Anche un’altra domanda sorge spontanea: come rendere il proprio business sostenibile nel digitale? È finito ormai il tempo dei mass media, il cui business si basava sulla supposizione che ogni lettore avrebbe visto ogni pubblicità, ragione per cui il valore degli spazi pubblicitari era calcolato considerando tutti i lettori. Le metriche del passato però non sono più valide. Adesso i clik consentono di sapere quanti messaggi pubblicitari siano stati effettivamente visualizzati. Per questo “i click portano ai gattini”.
Una volta stabiliti i nuovi rapporti tra giornalisti e pubblico, e dopo aver innovato le forme dell’informazione, potremo mettere in piedi nuovi modelli di business, secondo Jarvis. C’è chi sostiene che l’unica soluzione siano i paywall, ma Jarvis, per quanto non sia contrario a questo metodo, ritiene che sia utilizzabile solo da entità mediatiche di indubbia autorevolezza come The New York Times, che meritano di essere sostenute anche solo per l’ottimo lavoro che fanno.
Nemmeno il native advertising convince Jarvis, che in proposito ha detto: “Temo che stiamo abbandonando il nostro ultimo vero valore, che è la nostra voce, la nostra autorevolezza, la nostra abilità di raccontare storie”. Secondo lui, la soluzione non è il native advertising, come non lo sono i paywall e i tablet. Al contrario, è nei nuovi rapporti tra giornalisti e lettori che va cercata.
In un post intitolato “What could Facebook do for news?” Jarvis ha spiegato come il social network, conoscendo bene i gusti e le abitudini dei propri utenti, potrebbe aiutare i media a fornire le giuste informazioni a chi le desidera.

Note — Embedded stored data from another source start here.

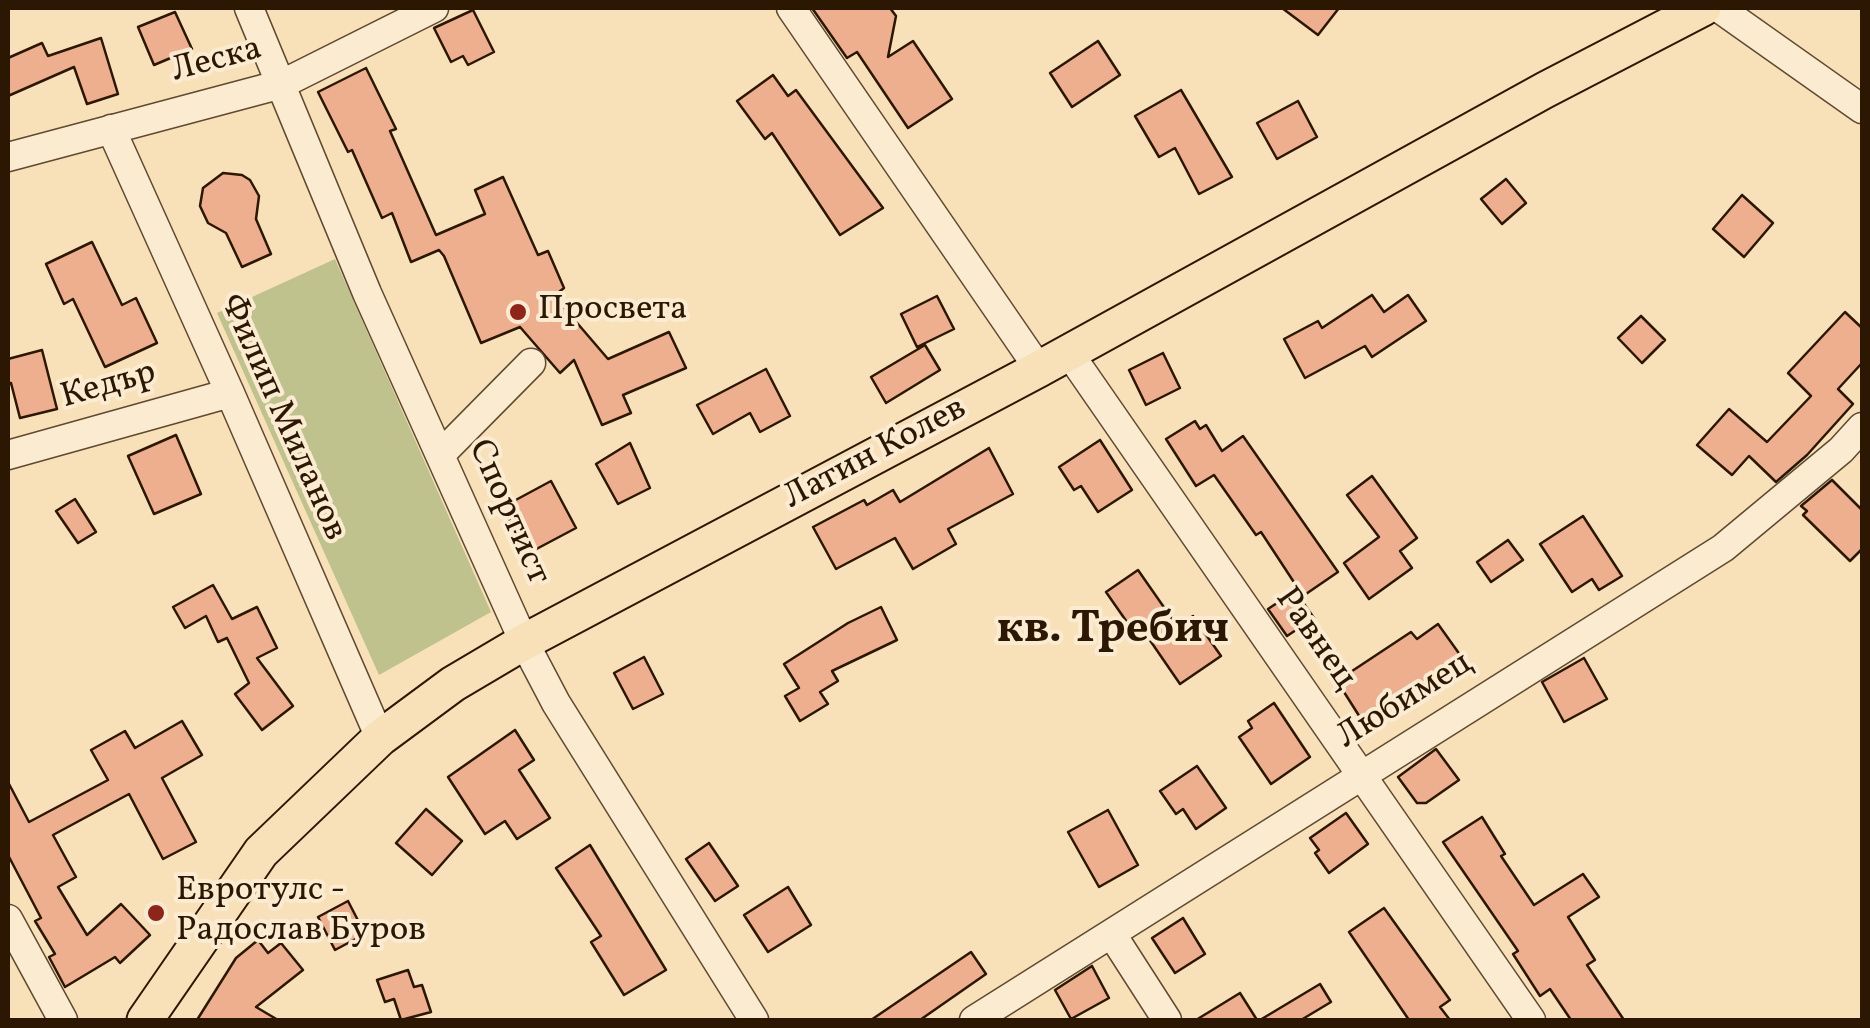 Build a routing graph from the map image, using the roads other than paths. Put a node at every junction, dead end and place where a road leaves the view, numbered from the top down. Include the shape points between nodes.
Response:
1 (249, 8) edge
2 (434, 8) edge
3 (790, 8) edge
4 (1703, 8) edge
5 (1719, 8) edge
6 (282, 84) junction
7 (1862, 110) edge
8 (111, 129) junction
9 (8, 157) edge
10 (1054, 361) junction
11 (531, 363) dead end
12 (230, 392) junction
13 (1862, 426) edge
14 (8, 454) edge
15 (440, 455) junction
16 (524, 642) junction
17 (380, 738) junction
18 (1362, 774) junction
19 (8, 919) edge
20 (1113, 936) junction
21 (63, 1020) edge
22 (145, 1020) edge
23 (754, 1020) edge
24 (974, 1020) edge
25 (1167, 1020) edge
26 (1531, 1020) edge

1 - 6 street, Спортист
2 - 6 street, Леска
3 - 10 street, Равнец
4 - 10 main road, Латин Колев
5 - 7 street
6 - 8 street, Леска
6 - 15 street, Спортист
8 - 9 street, Леска
8 - 12 street, Филип Миланов
10 - 16 main road, Латин Колев
10 - 18 street, Равнец
11 - 15 street
12 - 14 street, Кедър
12 - 17 street, Филип Миланов
13 - 18 street, Любимец via 1722,548
15 - 16 street, Спортист
16 - 17 main road, Латин Колев
16 - 23 street, Спортист
17 - 22 main road, Латин Колев via 261,852
18 - 20 street, Любимец
18 - 26 street, Равнец
19 - 21 street
20 - 24 street, Любимец
20 - 25 street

Ragionare da questa prospettiva, quella dei dati, può aiutare il giornalismo a ripensare anche i suo modelli di business.

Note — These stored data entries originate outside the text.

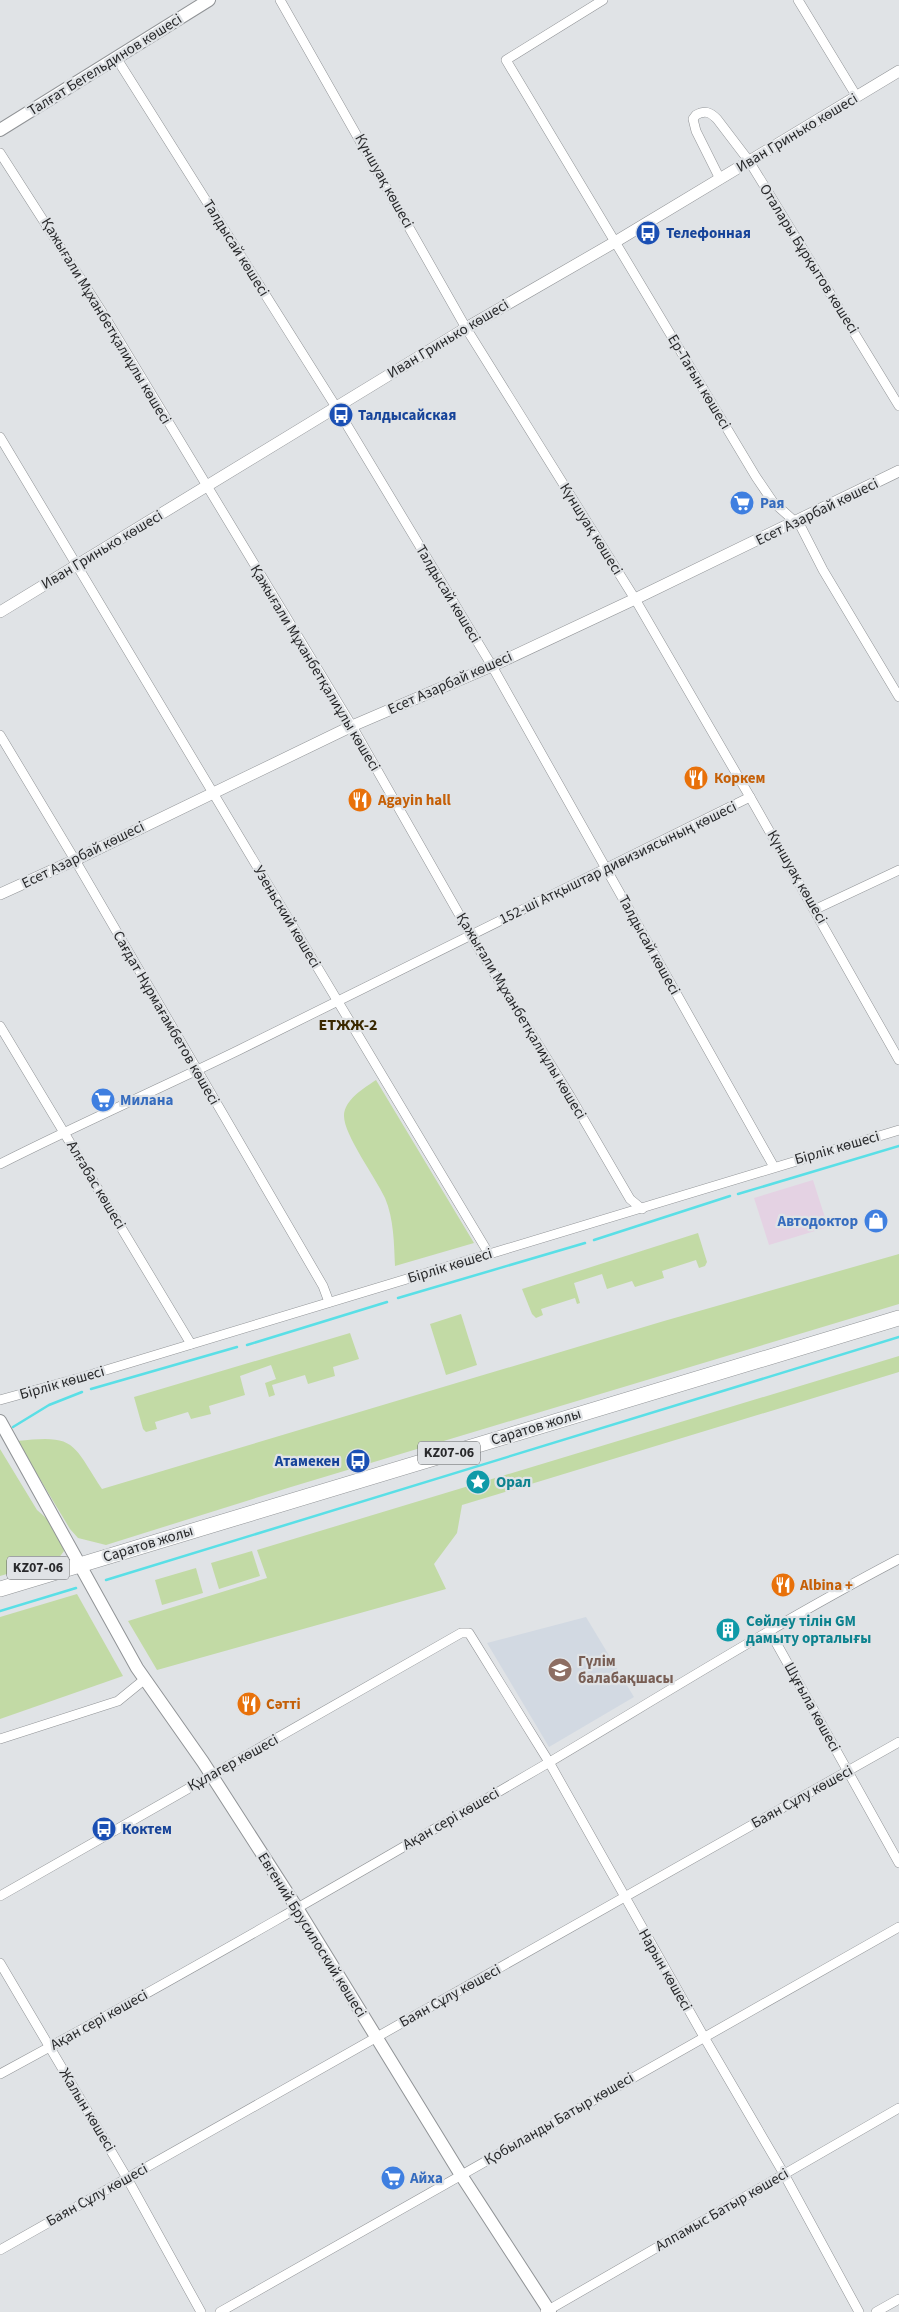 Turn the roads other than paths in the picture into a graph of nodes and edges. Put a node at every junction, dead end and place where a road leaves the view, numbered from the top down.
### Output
1 (209, 0) edge
2 (280, 0) edge
3 (603, 0) edge
4 (798, 0) edge
5 (117, 59) junction
6 (899, 71) edge
7 (857, 97) junction
8 (0, 130) edge
9 (0, 153) edge
10 (749, 161) junction
11 (720, 179) junction
12 (616, 242) junction
13 (466, 328) junction
14 (899, 406) edge
15 (336, 407) junction
16 (0, 437) edge
17 (899, 471) edge
18 (206, 487) junction
19 (797, 521) junction
20 (77, 565) junction
21 (635, 599) junction
22 (0, 612) edge
23 (492, 666) junction
24 (899, 697) edge
25 (352, 726) junction
26 (0, 735) edge
27 (214, 791) junction
28 (750, 797) junction
29 (75, 860) junction
30 (606, 869) junction
31 (899, 870) edge
32 (0, 894) edge
33 (816, 910) junction
34 (471, 936) junction
35 (338, 1002) junction
36 (0, 1026) edge
37 (899, 1060) edge
38 (197, 1070) junction
39 (899, 1130) edge
40 (64, 1131) junction
41 (0, 1164) edge
42 (774, 1167) junction
43 (642, 1209) junction
44 (489, 1254) junction
45 (329, 1302) junction
46 (899, 1309) edge
47 (899, 1318) edge
48 (191, 1344) junction
49 (0, 1400) edge
50 (0, 1422) edge
51 (899, 1559) edge
52 (78, 1561) junction
53 (0, 1580) edge
54 (0, 1589) edge
55 (769, 1630) junction
56 (467, 1632) joint
57 (144, 1679) junction
58 (0, 1739) edge
59 (899, 1742) edge
60 (548, 1762) junction
61 (847, 1771) junction
62 (211, 1774) junction
63 (899, 1863) edge
64 (0, 1896) edge
65 (624, 1897) junction
66 (297, 1908) junction
67 (899, 1927) edge
68 (0, 1963) edge
69 (704, 2037) junction
70 (376, 2038) junction
71 (50, 2047) junction
72 (0, 2074) edge
73 (899, 2108) edge
74 (784, 2174) junction
75 (461, 2175) junction
76 (127, 2178) junction
77 (0, 2250) edge
78 (899, 2298) edge
79 (548, 2311) edge
80 (201, 2312) edge
81 (220, 2312) edge
82 (859, 2312) edge
83 (876, 2312) edge

1 - 5 main road, Талғат Бегельдинов көшесі
2 - 13 street, Күншуақ көшесі
3 - 12 street, Ер-Тағын көшесі
4 - 7 street
5 - 8 main road, Талғат Бегельдинов көшесі
5 - 15 street, Талдысай көшесі
6 - 7 street, Иван Гринько көшесі
7 - 10 street, Иван Гринько көшесі
9 - 18 street, Қажығали Мұханбетқалиұлы көшесі
10 - 11 street, Иван Гринько көшесі
10 - 11 street, Оталары Бұрқытов көшесі
10 - 14 street, Оталары Бұрқытов көшесі
11 - 12 street, Иван Гринько көшесі
12 - 13 street, Иван Гринько көшесі
12 - 19 street, Ер-Тағын көшесі
13 - 15 street, Иван Гринько көшесі
13 - 21 street, Күншуақ көшесі
15 - 18 street, Иван Гринько көшесі
15 - 23 street, Талдысай көшесі
16 - 20 street, Узеньский көшесі
17 - 19 street, Есет Азарбай көшесі
18 - 20 street, Иван Гринько көшесі
18 - 25 street, Қажығали Мұханбетқалиұлы көшесі
19 - 21 street, Есет Азарбай көшесі
19 - 24 street, Ер-Тағын көшесі
20 - 22 street, Иван Гринько көшесі
20 - 27 street, Узеньский көшесі
21 - 23 street, Есет Азарбай көшесі
21 - 28 street, Күншуақ көшесі
23 - 25 street, Есет Азарбай көшесі
23 - 30 street, Талдысай көшесі
25 - 27 street, Есет Азарбай көшесі
25 - 34 street, Қажығали Мұханбетқалиұлы көшесі
26 - 29 street, Сағдат Нұрмағамбетов көшесі
27 - 29 street, Есет Азарбай көшесі
27 - 35 street, Узеньский көшесі
28 - 30 street, 152-ші Атқыштар дивизиясының көшесі
28 - 33 street, Күншуақ көшесі
29 - 32 street, Есет Азарбай көшесі
29 - 38 street, Сағдат Нұрмағамбетов көшесі
30 - 34 street, 152-ші Атқыштар дивизиясының көшесі
30 - 42 street, Талдысай көшесі
31 - 33 street
33 - 37 street, Күншуақ көшесі
34 - 35 street, 152-ші Атқыштар дивизиясының көшесі
34 - 43 street, Қажығали Мұханбетқалиұлы көшесі
35 - 38 street, 152-ші Атқыштар дивизиясының көшесі
35 - 44 street, Узеньский көшесі
36 - 40 street, Алғабас көшесі
38 - 40 street, 152-ші Атқыштар дивизиясының көшесі
38 - 45 street, Сағдат Нұрмағамбетов көшесі
39 - 42 street, Бірлік көшесі
40 - 41 street, 152-ші Атқыштар дивизиясының көшесі
40 - 48 street, Алғабас көшесі
42 - 43 street, Бірлік көшесі
43 - 44 street, Бірлік көшесі
44 - 45 street, Бірлік көшесі
45 - 48 street, Бірлік көшесі
46 - 52 main road, Саратов жолы / KZ07-06
47 - 52 main road, Саратов жолы / KZ07-06
48 - 49 street, Бірлік көшесі
50 - 52 main road, Евгений Брусилоский көшесі
51 - 55 street, Ақан сері көшесі
52 - 53 main road, Саратов жолы / KZ07-06
52 - 54 main road, Саратов жолы / KZ07-06
52 - 57 main road, Евгений Брусилоский көшесі
55 - 60 street, Ақан сері көшесі
55 - 61 street, Шұғыла көшесі
56 - 60 street, Нарын көшесі
56 - 62 street, Құлагер көшесі
57 - 58 street
57 - 62 main road, Евгений Брусилоский көшесі
59 - 61 street, Баян Сұлу көшесі
60 - 65 street, Нарын көшесі
60 - 66 street, Ақан сері көшесі
61 - 63 street, Шұғыла көшесі
61 - 65 street, Баян Сұлу көшесі
62 - 64 street, Құлагер көшесі
62 - 66 main road, Евгений Брусилоский көшесі
65 - 69 street, Нарын көшесі
65 - 70 street, Баян Сұлу көшесі
66 - 70 main road, Евгений Брусилоский көшесі
66 - 71 street, Ақан сері көшесі
67 - 69 street, Қобыланды Батыр көшесі
68 - 71 street, Жалын көшесі
69 - 74 street, Нарын көшесі
69 - 75 street, Қобыланды Батыр көшесі
70 - 75 main road, Евгений Брусилоский көшесі
70 - 76 street, Баян Сұлу көшесі
71 - 72 street, Ақан сері көшесі
71 - 76 street, Жалын көшесі
73 - 74 street, Алпамыс Батыр көшесі
74 - 79 street, Алпамыс Батыр көшесі
74 - 82 street, Нарын көшесі
75 - 79 main road, Евгений Брусилоский көшесі
75 - 81 street, Қобыланды Батыр көшесі
76 - 77 street, Баян Сұлу көшесі
76 - 80 street, Жалын көшесі
78 - 83 street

Chartbeat, con sui il Financial Times ha iniziato a lavorare, utilizza come unità di misura per stabilire il valore di un contenuto il tempo speso con esso (e dunque l’attenzione dedicatagli). Secondo Jarvis non si tratta di una cattiva idea, ma i contenuti potrebbero essere deformati deliberatamente per soddisfare il criterio, senza che a ciò corrisponda una migliore qualità.
“Penso che la metrica che conterà di più alla fine sarà qualitativa. Dipenderà dal valore che avremo o meno nella vita delle persone” ha affermato Jarvis. “Dobbiamo scoprire come fare a misurare questo, e capire quale sia il vero valore del giornalismo”.
L’intervento si è concluso con un’ultima considerazione: in questo contesto è indispensabile che i media continuino a sperimentare nuove forme per costruire il futuro del giornalismo. Ciò non è possibile se chi investe nei media non si dimostra paziente, pronto ad aspettare un po’ per vedere i risultati. Tuttavia, è difficile ricevere buoni finanziamenti che non siano accompagnati da aspettative di immediato ritorno. Per questo motivo, una strada da tentare è quella del “giornalismo imprenditoriale”. Si tratta di ciò che Jarvis insegna ai suoi studenti, e siamo tutti invitati a immaginarlo.
Sono passati centocinquant’anni dall’invenzione della stampa alla nascita primo giornale. Ancora non sappiamo cosa ci porterà Internet. La sfida per tutti noi è scoprire cosa sia il giornalismo, e trovare il modo di renderlo efficiente ed efficace.